*** Block opens ***

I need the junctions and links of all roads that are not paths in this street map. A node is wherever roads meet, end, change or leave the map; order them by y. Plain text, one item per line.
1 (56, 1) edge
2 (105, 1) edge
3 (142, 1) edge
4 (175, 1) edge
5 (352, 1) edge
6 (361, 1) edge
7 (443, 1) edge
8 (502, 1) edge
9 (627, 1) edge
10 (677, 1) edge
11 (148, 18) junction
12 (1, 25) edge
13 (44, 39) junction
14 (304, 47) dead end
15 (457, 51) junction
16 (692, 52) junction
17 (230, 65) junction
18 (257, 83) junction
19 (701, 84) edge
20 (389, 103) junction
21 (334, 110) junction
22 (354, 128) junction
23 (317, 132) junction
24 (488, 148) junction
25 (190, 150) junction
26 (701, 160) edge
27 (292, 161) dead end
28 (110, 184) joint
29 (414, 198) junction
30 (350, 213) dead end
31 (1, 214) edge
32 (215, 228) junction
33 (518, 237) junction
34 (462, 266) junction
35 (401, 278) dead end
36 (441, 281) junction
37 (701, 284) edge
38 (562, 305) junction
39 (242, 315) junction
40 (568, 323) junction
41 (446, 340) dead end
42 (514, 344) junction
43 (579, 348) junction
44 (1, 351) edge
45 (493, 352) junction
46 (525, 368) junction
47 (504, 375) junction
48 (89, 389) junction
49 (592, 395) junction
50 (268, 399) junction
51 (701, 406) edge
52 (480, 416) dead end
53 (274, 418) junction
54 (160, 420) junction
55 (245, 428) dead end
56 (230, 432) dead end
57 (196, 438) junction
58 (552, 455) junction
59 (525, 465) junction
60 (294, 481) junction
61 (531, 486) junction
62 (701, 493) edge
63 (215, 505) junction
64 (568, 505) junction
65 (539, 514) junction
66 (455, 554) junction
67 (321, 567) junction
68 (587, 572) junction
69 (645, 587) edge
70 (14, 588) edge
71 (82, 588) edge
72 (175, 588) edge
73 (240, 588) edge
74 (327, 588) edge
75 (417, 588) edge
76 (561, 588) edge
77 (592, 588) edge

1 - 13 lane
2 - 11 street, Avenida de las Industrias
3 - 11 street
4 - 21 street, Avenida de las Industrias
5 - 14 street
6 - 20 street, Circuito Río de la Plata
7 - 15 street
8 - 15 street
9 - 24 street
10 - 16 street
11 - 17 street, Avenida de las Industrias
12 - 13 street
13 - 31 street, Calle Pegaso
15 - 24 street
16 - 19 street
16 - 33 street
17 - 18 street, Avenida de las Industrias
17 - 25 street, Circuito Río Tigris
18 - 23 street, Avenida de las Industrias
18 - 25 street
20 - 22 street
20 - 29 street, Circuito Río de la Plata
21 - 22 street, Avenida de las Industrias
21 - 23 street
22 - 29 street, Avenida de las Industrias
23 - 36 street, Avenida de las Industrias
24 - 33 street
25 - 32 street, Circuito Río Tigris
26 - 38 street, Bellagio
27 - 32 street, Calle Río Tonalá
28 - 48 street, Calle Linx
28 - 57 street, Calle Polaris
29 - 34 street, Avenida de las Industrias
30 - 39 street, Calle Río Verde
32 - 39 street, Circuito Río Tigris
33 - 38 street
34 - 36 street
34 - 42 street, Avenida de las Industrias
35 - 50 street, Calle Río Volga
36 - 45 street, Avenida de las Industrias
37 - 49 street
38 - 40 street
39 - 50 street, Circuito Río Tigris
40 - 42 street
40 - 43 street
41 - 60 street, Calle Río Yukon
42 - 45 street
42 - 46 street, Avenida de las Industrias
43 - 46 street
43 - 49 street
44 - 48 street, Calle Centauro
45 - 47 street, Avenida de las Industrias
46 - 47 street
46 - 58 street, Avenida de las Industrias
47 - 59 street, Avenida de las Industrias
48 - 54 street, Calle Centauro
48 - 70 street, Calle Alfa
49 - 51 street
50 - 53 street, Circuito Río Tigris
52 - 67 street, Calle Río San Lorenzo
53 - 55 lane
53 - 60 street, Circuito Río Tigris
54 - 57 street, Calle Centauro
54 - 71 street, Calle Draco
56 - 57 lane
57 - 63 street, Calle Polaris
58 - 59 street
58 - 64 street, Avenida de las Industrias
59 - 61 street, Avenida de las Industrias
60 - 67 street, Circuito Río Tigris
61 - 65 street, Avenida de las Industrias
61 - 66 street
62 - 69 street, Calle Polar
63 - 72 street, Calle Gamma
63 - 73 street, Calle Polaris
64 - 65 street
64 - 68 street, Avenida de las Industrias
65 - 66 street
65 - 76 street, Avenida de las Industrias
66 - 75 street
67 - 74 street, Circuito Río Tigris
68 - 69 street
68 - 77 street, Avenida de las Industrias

*** Block closes ***

** THE PROBLEM **
Each line of the listing should be copied exactly.

** TASK RESULT **
I need the junctions and links of all roads that are not paths in this street map. A node is wherever roads meet, end, change or leave the map; order them by y. Plain text, one item per line.
1 (56, 1) edge
2 (105, 1) edge
3 (142, 1) edge
4 (175, 1) edge
5 (352, 1) edge
6 (361, 1) edge
7 (443, 1) edge
8 (502, 1) edge
9 (627, 1) edge
10 (677, 1) edge
11 (148, 18) junction
12 (1, 25) edge
13 (44, 39) junction
14 (304, 47) dead end
15 (457, 51) junction
16 (692, 52) junction
17 (230, 65) junction
18 (257, 83) junction
19 (701, 84) edge
20 (389, 103) junction
21 (334, 110) junction
22 (354, 128) junction
23 (317, 132) junction
24 (488, 148) junction
25 (190, 150) junction
26 (701, 160) edge
27 (292, 161) dead end
28 (110, 184) joint
29 (414, 198) junction
30 (350, 213) dead end
31 (1, 214) edge
32 (215, 228) junction
33 (518, 237) junction
34 (462, 266) junction
35 (401, 278) dead end
36 (441, 281) junction
37 (701, 284) edge
38 (562, 305) junction
39 (242, 315) junction
40 (568, 323) junction
41 (446, 340) dead end
42 (514, 344) junction
43 (579, 348) junction
44 (1, 351) edge
45 (493, 352) junction
46 (525, 368) junction
47 (504, 375) junction
48 (89, 389) junction
49 (592, 395) junction
50 (268, 399) junction
51 (701, 406) edge
52 (480, 416) dead end
53 (274, 418) junction
54 (160, 420) junction
55 (245, 428) dead end
56 (230, 432) dead end
57 (196, 438) junction
58 (552, 455) junction
59 (525, 465) junction
60 (294, 481) junction
61 (531, 486) junction
62 (701, 493) edge
63 (215, 505) junction
64 (568, 505) junction
65 (539, 514) junction
66 (455, 554) junction
67 (321, 567) junction
68 (587, 572) junction
69 (645, 587) edge
70 (14, 588) edge
71 (82, 588) edge
72 (175, 588) edge
73 (240, 588) edge
74 (327, 588) edge
75 (417, 588) edge
76 (561, 588) edge
77 (592, 588) edge

1 - 13 lane
2 - 11 street, Avenida de las Industrias
3 - 11 street
4 - 21 street, Avenida de las Industrias
5 - 14 street
6 - 20 street, Circuito Río de la Plata
7 - 15 street
8 - 15 street
9 - 24 street
10 - 16 street
11 - 17 street, Avenida de las Industrias
12 - 13 street
13 - 31 street, Calle Pegaso
15 - 24 street
16 - 19 street
16 - 33 street
17 - 18 street, Avenida de las Industrias
17 - 25 street, Circuito Río Tigris
18 - 23 street, Avenida de las Industrias
18 - 25 street
20 - 22 street
20 - 29 street, Circuito Río de la Plata
21 - 22 street, Avenida de las Industrias
21 - 23 street
22 - 29 street, Avenida de las Industrias
23 - 36 street, Avenida de las Industrias
24 - 33 street
25 - 32 street, Circuito Río Tigris
26 - 38 street, Bellagio
27 - 32 street, Calle Río Tonalá
28 - 48 street, Calle Linx
28 - 57 street, Calle Polaris
29 - 34 street, Avenida de las Industrias
30 - 39 street, Calle Río Verde
32 - 39 street, Circuito Río Tigris
33 - 38 street
34 - 36 street
34 - 42 street, Avenida de las Industrias
35 - 50 street, Calle Río Volga
36 - 45 street, Avenida de las Industrias
37 - 49 street
38 - 40 street
39 - 50 street, Circuito Río Tigris
40 - 42 street
40 - 43 street
41 - 60 street, Calle Río Yukon
42 - 45 street
42 - 46 street, Avenida de las Industrias
43 - 46 street
43 - 49 street
44 - 48 street, Calle Centauro
45 - 47 street, Avenida de las Industrias
46 - 47 street
46 - 58 street, Avenida de las Industrias
47 - 59 street, Avenida de las Industrias
48 - 54 street, Calle Centauro
48 - 70 street, Calle Alfa
49 - 51 street
50 - 53 street, Circuito Río Tigris
52 - 67 street, Calle Río San Lorenzo
53 - 55 lane
53 - 60 street, Circuito Río Tigris
54 - 57 street, Calle Centauro
54 - 71 street, Calle Draco
56 - 57 lane
57 - 63 street, Calle Polaris
58 - 59 street
58 - 64 street, Avenida de las Industrias
59 - 61 street, Avenida de las Industrias
60 - 67 street, Circuito Río Tigris
61 - 65 street, Avenida de las Industrias
61 - 66 street
62 - 69 street, Calle Polar
63 - 72 street, Calle Gamma
63 - 73 street, Calle Polaris
64 - 65 street
64 - 68 street, Avenida de las Industrias
65 - 66 street
65 - 76 street, Avenida de las Industrias
66 - 75 street
67 - 74 street, Circuito Río Tigris
68 - 69 street
68 - 77 street, Avenida de las Industrias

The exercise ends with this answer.